Over the next two years she skirted back and forth between LA and the USSR carrying donated guitars and keyboards with her, and on every plane ride back she left with recordings, lyrics and music videos of Leningrad’s top underground rock bands. She stuck all of this cultural contraband into the soles of her shoes and linings of her coats. Red Wave would soon become a hit in the US.
It seemed like Joanna was helping to build a cultural bridge between the US and Russia. Young Americans watched the Red Wave music videos and thought ‘hey, these guys look like rockers here’.
The banned bride
Joanna set a wedding date and bought a dress, but then, of course, this happened.
“A Telex came back from Moscow that said ‘Moscow is not expecting Joanna Stingray’.
“It was a message sent from them that was ‘here’s your payback for making that record’.”
Joanna was labelled by the Soviet Union as an enemy of the state. She couldn’t go back to marry Uri and the following months were agonising. Her star had risen but she was punished for it. She took her case to the national press.
“No isn’t a word that’s in our vocabulary in terms of this problem,” she says on an unnamed TV show, “we know it could be difficult, it could take a lot of time but it’s gonna happen, somehow we’ll make it happen.”
And sure enough it did happen. Joanna is not entirely sure how, but she thinks her enemy status was revoked as an act of goodwill between America and Russia. Gorbachov was supposedly a fan of rock music and a copy of Red Wave’s album made its way to his desk.

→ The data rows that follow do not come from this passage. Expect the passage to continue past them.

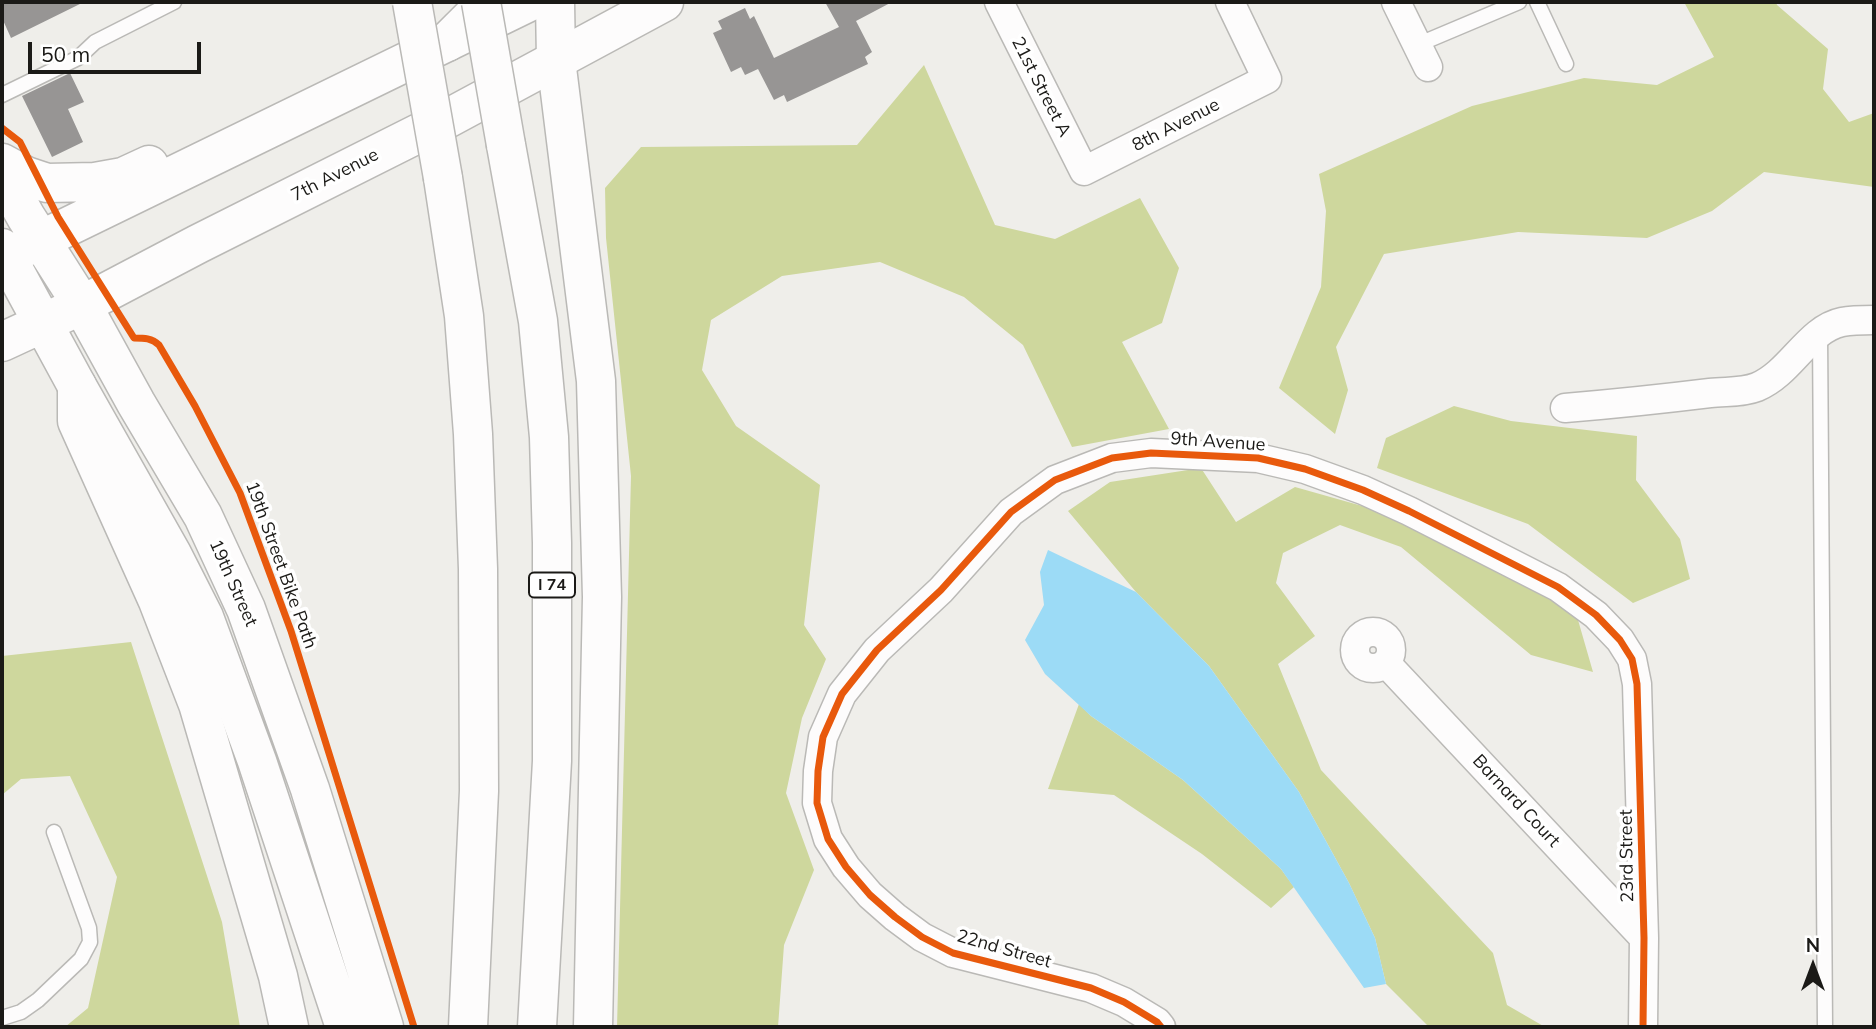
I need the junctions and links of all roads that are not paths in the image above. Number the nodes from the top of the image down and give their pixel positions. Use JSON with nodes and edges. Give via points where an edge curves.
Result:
{"nodes":[{"id":1,"x":174,"y":2,"type":"edge"},
{"id":2,"x":412,"y":2,"type":"edge"},
{"id":3,"x":481,"y":2,"type":"edge"},
{"id":4,"x":487,"y":2,"type":"edge"},
{"id":5,"x":529,"y":2,"type":"edge"},
{"id":6,"x":555,"y":2,"type":"edge"},
{"id":7,"x":664,"y":2,"type":"edge"},
{"id":8,"x":999,"y":2,"type":"edge"},
{"id":9,"x":1230,"y":2,"type":"edge"},
{"id":10,"x":1396,"y":2,"type":"edge"},
{"id":11,"x":1519,"y":2,"type":"edge"},
{"id":12,"x":1537,"y":2,"type":"edge"},
{"id":13,"x":447,"y":42,"type":"junction"},
{"id":14,"x":1422,"y":55,"type":"joint"},
{"id":15,"x":556,"y":60,"type":"junction"},
{"id":16,"x":1566,"y":64,"type":"dead end"},
{"id":17,"x":2,"y":95,"type":"edge"},
{"id":18,"x":241,"y":142,"type":"junction"},
{"id":19,"x":2,"y":163,"type":"edge"},
{"id":20,"x":1084,"y":171,"type":"joint"},
{"id":21,"x":2,"y":174,"type":"edge"},
{"id":22,"x":42,"y":239,"type":"junction"},
{"id":23,"x":3,"y":255,"type":"edge"},
{"id":24,"x":82,"y":304,"type":"junction"},
{"id":25,"x":1874,"y":320,"type":"edge"},
{"id":26,"x":43,"y":323,"type":"junction"},
{"id":27,"x":1820,"y":332,"type":"junction"},
{"id":28,"x":2,"y":342,"type":"edge"},
{"id":29,"x":76,"y":386,"type":"junction"},
{"id":30,"x":1564,"y":408,"type":"dead end"},
{"id":31,"x":877,"y":650,"type":"joint"},
{"id":32,"x":1386,"y":663,"type":"dead end"},
{"id":33,"x":1637,"y":684,"type":"joint"},
{"id":34,"x":54,"y":832,"type":"dead end"},
{"id":35,"x":1644,"y":938,"type":"junction"},
{"id":36,"x":2,"y":1018,"type":"edge"},
{"id":37,"x":289,"y":1027,"type":"edge"},
{"id":38,"x":345,"y":1027,"type":"edge"},
{"id":39,"x":384,"y":1027,"type":"edge"},
{"id":40,"x":468,"y":1027,"type":"edge"},
{"id":41,"x":537,"y":1027,"type":"edge"},
{"id":42,"x":593,"y":1027,"type":"edge"},
{"id":43,"x":1161,"y":1027,"type":"edge"},
{"id":44,"x":1643,"y":1027,"type":"edge"},
{"id":45,"x":1825,"y":1027,"type":"edge"}],
"edges":[{"from":1,"to":17,"type":"lane","via":[[94,42],[78,58]]},
{"from":2,"to":40,"type":"main road","bridge":true,"via":[[464,316],[473,434],[479,791]]},
{"from":3,"to":41,"type":"main road","number":"I 74","bridge":true,"via":[[538,321],[549,437],[552,761]]},
{"from":4,"to":13,"type":"main road"},
{"from":5,"to":13,"type":"main road"},
{"from":6,"to":15,"type":"main road"},
{"from":7,"to":15,"type":"main road","name":"7th Avenue"},
{"from":8,"to":20,"type":"street","name":"21st Street A"},
{"from":9,"to":20,"type":"street","name":"8th Avenue","via":[[1268,79]]},
{"from":10,"to":14,"type":"street"},
{"from":11,"to":14,"type":"lane"},
{"from":12,"to":16,"type":"lane"},
{"from":13,"to":18,"type":"main road"},
{"from":15,"to":24,"type":"main road","name":"7th Avenue"},
{"from":15,"to":42,"type":"main road","via":[[596,381],[602,597]]},
{"from":18,"to":19,"type":"main road","via":[[197,144],[123,177],[95,182],[47,183]]},
{"from":18,"to":22,"type":"main road"},
{"from":21,"to":22,"type":"main road","name":"19th Street"},
{"from":22,"to":23,"type":"main road"},
{"from":22,"to":24,"type":"main road","name":"19th Street"},
{"from":23,"to":26,"type":"main road"},
{"from":24,"to":26,"type":"main road","name":"7th Avenue"},
{"from":24,"to":39,"type":"main road","name":"19th Street","via":[[204,516],[246,609],[310,789]]},
{"from":25,"to":27,"type":"street","via":[[1840,322]]},
{"from":26,"to":28,"type":"main road","name":"7th Avenue"},
{"from":26,"to":29,"type":"main road"},
{"from":27,"to":30,"type":"street","via":[[1789,364],[1758,386],[1734,393]]},
{"from":27,"to":45,"type":"lane"},
{"from":29,"to":37,"type":"main road","via":[[77,421],[158,601],[198,704]]},
{"from":29,"to":38,"type":"main road","via":[[204,617]]},
{"from":31,"to":33,"type":"street","name":"9th Avenue","via":[[941,590],[1011,512],[1055,480],[1112,458],[1151,453],[1204,455],[1258,458],[1363,490],[1559,587],[1620,640],[1632,659]]},
{"from":31,"to":43,"type":"street","name":"22nd Street","via":[[842,694],[823,737],[818,771],[817,803],[828,839],[846,867],[895,917],[953,953],[1091,988],[1124,1002]]},
{"from":32,"to":35,"type":"street","name":"Barnard Court"},
{"from":33,"to":35,"type":"street","name":"23rd Street"},
{"from":34,"to":36,"type":"lane","via":[[90,942],[81,959],[38,1000]]},
{"from":35,"to":44,"type":"street","name":"23rd Street"}]}
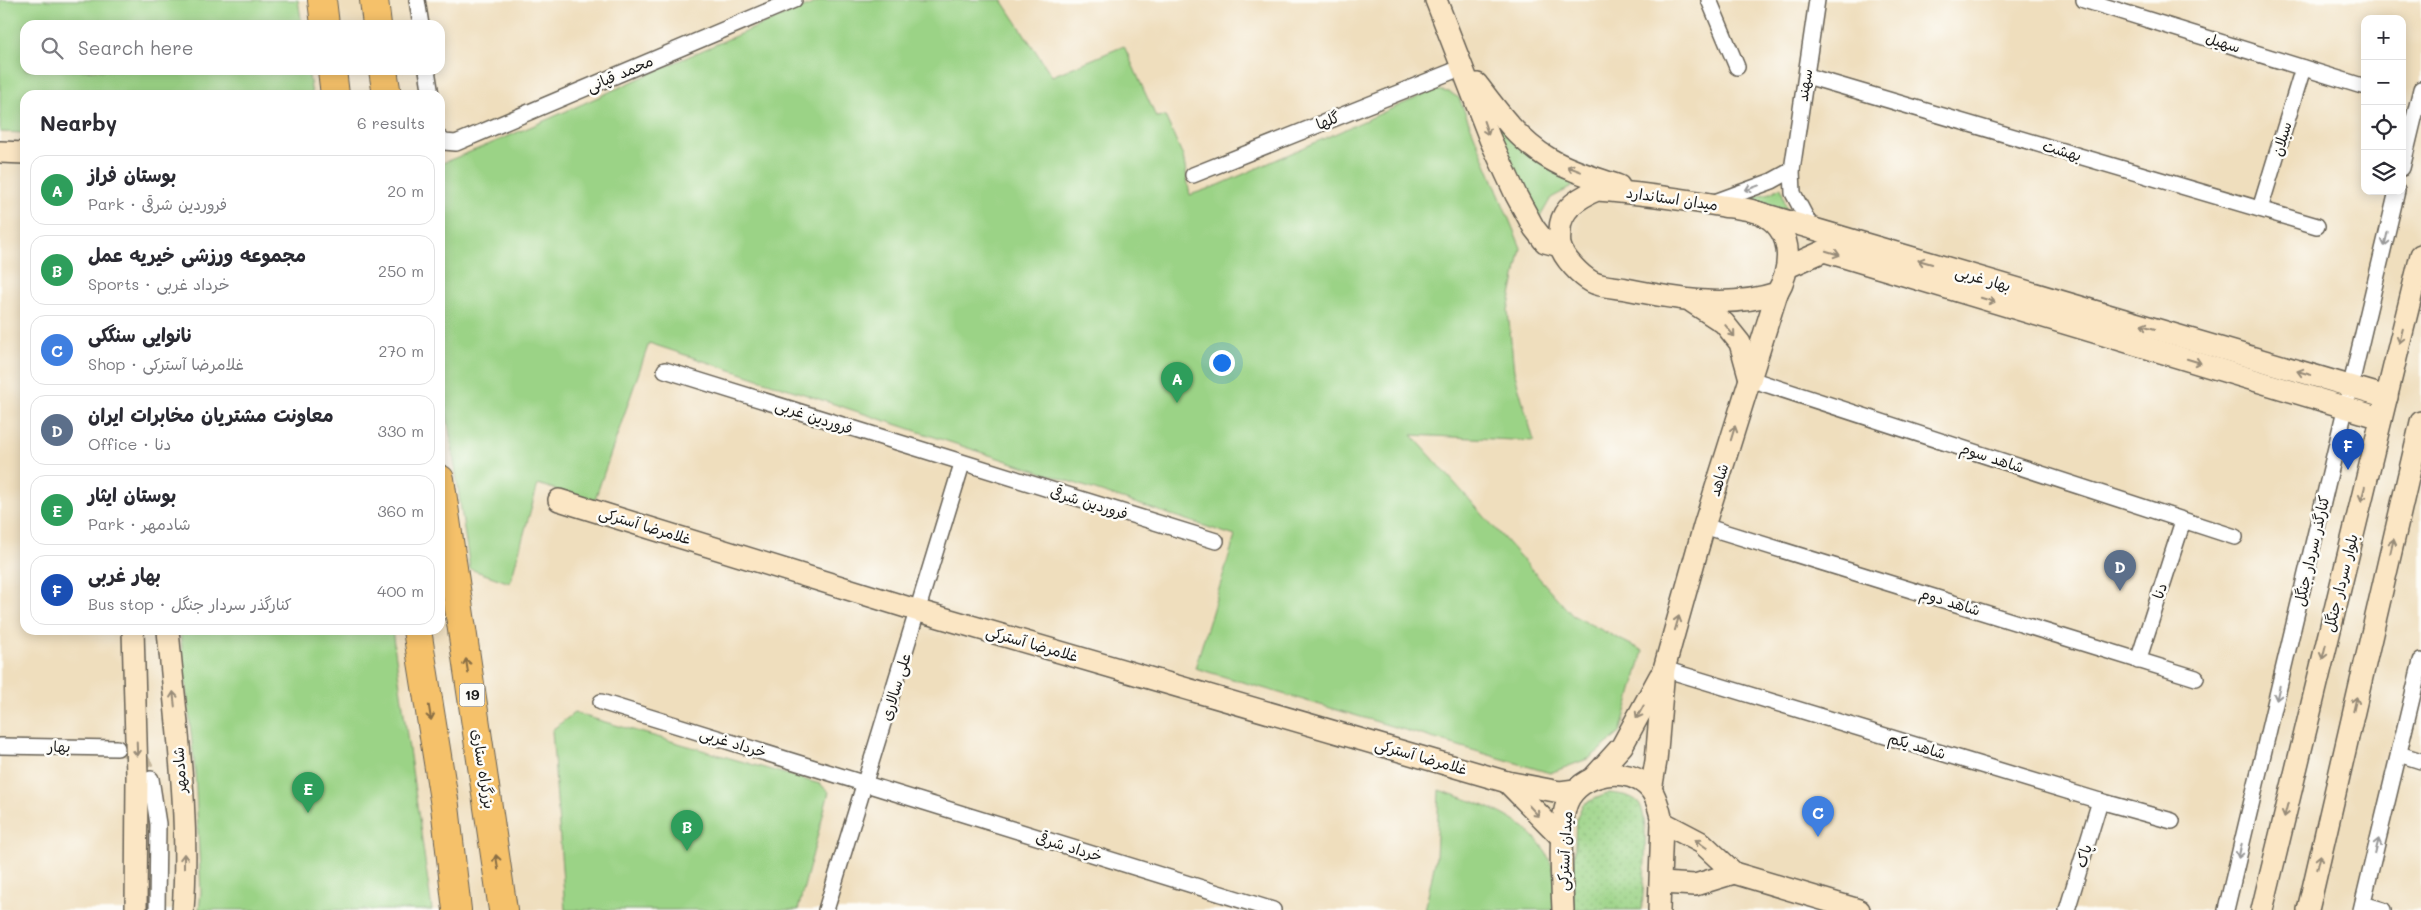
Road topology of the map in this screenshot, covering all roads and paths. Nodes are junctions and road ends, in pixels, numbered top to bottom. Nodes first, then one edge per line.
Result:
1 (322, 0) edge
2 (374, 0) edge
3 (417, 0) edge
4 (794, 0) edge
5 (1436, 0) edge
6 (1709, 0) edge
7 (1817, 0) edge
8 (2084, 0) edge
9 (324, 20) edge
10 (376, 20) edge
11 (420, 20) edge
12 (1462, 66) junction
13 (1737, 66) dead end
14 (2303, 68) junction
15 (333, 75) edge
16 (384, 75) edge
17 (428, 75) edge
18 (1807, 76) junction
19 (2361, 86) edge
20 (2421, 89) edge
21 (334, 90) edge
22 (385, 90) edge
23 (430, 90) edge
24 (445, 141) edge
25 (2406, 151) edge
26 (0, 152) edge
27 (20, 152) edge
28 (1792, 170) junction
29 (1193, 175) dead end
30 (1636, 193) junction
31 (2396, 195) edge
32 (1710, 204) junction
33 (2260, 209) junction
34 (1753, 211) junction
35 (2317, 226) dead end
36 (1812, 229) junction
37 (1560, 246) junction
38 (2421, 255) edge
39 (1788, 267) junction
40 (1777, 292) junction
41 (1692, 302) junction
42 (665, 370) dead end
43 (1750, 379) junction
44 (2348, 397) junction
45 (2387, 397) junction
46 (2381, 418) junction
47 (2421, 422) edge
48 (2418, 447) edge
49 (962, 464) junction
50 (559, 500) dead end
51 (445, 514) edge
52 (2183, 521) junction
53 (1704, 526) junction
54 (2235, 537) dead end
55 (1216, 541) dead end
56 (919, 611) junction
57 (133, 635) edge
58 (168, 635) edge
59 (418, 635) edge
60 (2138, 661) junction
61 (2421, 662) edge
62 (1664, 670) junction
63 (2196, 678) dead end
64 (601, 702) dead end
65 (0, 746) edge
66 (117, 748) tunnel mouth
67 (2399, 754) junction
68 (2421, 761) edge
69 (1593, 778) junction
70 (151, 779) tunnel mouth
71 (1507, 782) junction
72 (866, 784) junction
73 (1575, 790) junction
74 (1651, 790) junction
75 (2100, 802) junction
76 (2172, 821) dead end
77 (1662, 822) junction
78 (1563, 839) junction
79 (1734, 873) junction
80 (1661, 883) junction
81 (2362, 907) edge
82 (136, 910) edge
83 (156, 910) edge
84 (183, 910) edge
85 (457, 910) edge
86 (503, 910) edge
87 (826, 910) edge
88 (1273, 910) edge
89 (1563, 910) edge
90 (1659, 910) edge
91 (1859, 910) edge
92 (2067, 910) edge
93 (2226, 910) edge
94 (2262, 910) edge
95 (2308, 910) edge
96 (2383, 910) edge

1 - 9 highway
2 - 10 highway
3 - 11 street
4 - 24 street, محمد قپانی
5 - 12 street
6 - 13 street
7 - 18 street, سهند
8 - 14 street, سهیل
12 - 29 street, گلها
30 -> 12 street
12 -> 37 street
14 - 19 street, سهیل
14 - 33 street, سبلان
15 - 21 highway
16 - 22 highway
17 - 23 street
18 - 28 street, سهند
18 - 33 street, بهشت
20 - 25 street
26 - 27 street
28 -> 32 street
28 - 36 street, سهند
30 - 32 street, میدان استاندارد
30 - 37 street, میدان استاندارد
31 -> 44 street, کنارگذر سردار جنگل
32 - 34 street, میدان استاندارد
33 - 35 street, بهشت
34 - 36 street, بهار غربی
34 - 39 street, میدان استاندارد
44 -> 36 street, بهار غربی
37 - 41 street
38 -> 45 street, بلوار سردار جنگل
39 - 40 street, میدان استاندارد
39 -> 44 street, بهار غربی
40 - 41 street
40 - 43 street, شاهد
41 -> 43 street
42 - 49 street, فروردین غربی
43 - 52 street, شاهد سوم
53 -> 43 street, شاهد
44 - 45 street, بهار غربی
44 - 46 street, بهار غربی
44 -> 93 street, کنارگذر سردار جنگل
45 - 46 street, بلوار سردار جنگل
46 -> 94 street, بلوار سردار جنگل
47 - 48 street
95 -> 48 street
49 - 55 street, فروردین شرقی
49 - 56 street, علی سالاری
50 - 56 street, غلامرضا آسترکی
86 -> 51 highway, بزرگراه ستاری / 19
52 - 54 street, شاهد سوم
52 - 60 street, دنا
53 - 60 street, شاهد دوم
62 -> 53 street, شاهد
56 - 71 street, غلامرضا آسترکی
56 - 72 street, علی سالاری
57 -> 82 street
84 -> 58 street, شادمهر
59 -> 85 highway
60 - 63 street, شاهد دوم
61 - 67 street
62 -> 69 street, شاهد
62 - 74 street, شاهد
62 - 75 street, شاهد یکم
64 - 72 street, خرداد غربی
65 - 66 street, بهار
67 - 68 street
81 -> 67 street
69 - 73 street, میدان آسترکی
69 - 74 street, میدان آسترکی
70 - 83 street
71 - 73 street, غلامرضا آسترکی
71 -> 78 street
72 - 87 street, علی سالاری
72 - 88 street, خرداد شرقی
73 - 78 street, میدان آسترکی
74 - 77 street
75 - 76 street, شاهد یکم
75 - 92 street, پاک
79 -> 77 street
77 - 80 street
78 - 89 street, میدان آسترکی
79 - 80 street
79 - 91 street
80 - 90 street
81 - 96 street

So she returned to Leningrad and Joanna and Yuri had their rock-and-roll, fairytale Russian wedding.
Things changed quickly after that. It was the time of perestroika and glasnost: change and openness. Indie record labels began popping up in Russia. Leningrad’s rockers went from risking arrest to playing sold out shows all over the country.
They used music to help crack open the USSR to the rest of the world, and ultimately, that made the cold war just a little bit warmer.